Depois de atender à demanda provocada pela pandemia, setor defende um processo mais rápido e linear de ativação do sistema
A expansão de um dos setores mais promissores da TI no Brasil, o das edtechs, especializadas em criar soluções inovadoras para a área da educação, enfrenta um problema: a falta de legislações municipais para o novo modelo de conectividade previsto com a implantação do 5G.
Após a instalação de antenas em todas as capitais brasileiras, a meta é a ativação da rede em cidades com mais de 500 mil habitantes. No entanto, levantamento da Conexis Brasil, que reúne empresas de telecomunicações e de conectividade, mostrou que 10 cidades desse porte não têm leis de antenas preparadas para o 5G.

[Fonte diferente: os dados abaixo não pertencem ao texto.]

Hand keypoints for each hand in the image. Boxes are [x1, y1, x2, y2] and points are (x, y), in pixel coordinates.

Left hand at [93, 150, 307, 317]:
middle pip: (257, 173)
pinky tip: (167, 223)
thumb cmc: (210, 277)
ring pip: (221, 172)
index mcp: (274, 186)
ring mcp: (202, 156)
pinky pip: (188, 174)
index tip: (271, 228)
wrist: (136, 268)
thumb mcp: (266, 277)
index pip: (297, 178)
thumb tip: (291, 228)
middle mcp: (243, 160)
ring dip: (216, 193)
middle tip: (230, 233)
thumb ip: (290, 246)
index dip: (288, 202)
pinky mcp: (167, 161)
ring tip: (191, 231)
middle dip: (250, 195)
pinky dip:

O cenário coloca um freio da educação no Brasil. Como explica Rafael Moreira, diretor de operações da F10, a velocidade prometida pelas redes 5G tornam os serviços oferecidos pelas edtechs muito mais eficientes. “A diferença para o usuário, seja o gestor educacional ou o aluno, está na duração de transferência das informações. Em um mundo cada vez mais digitalizado isso faz toda a diferença”, afirma.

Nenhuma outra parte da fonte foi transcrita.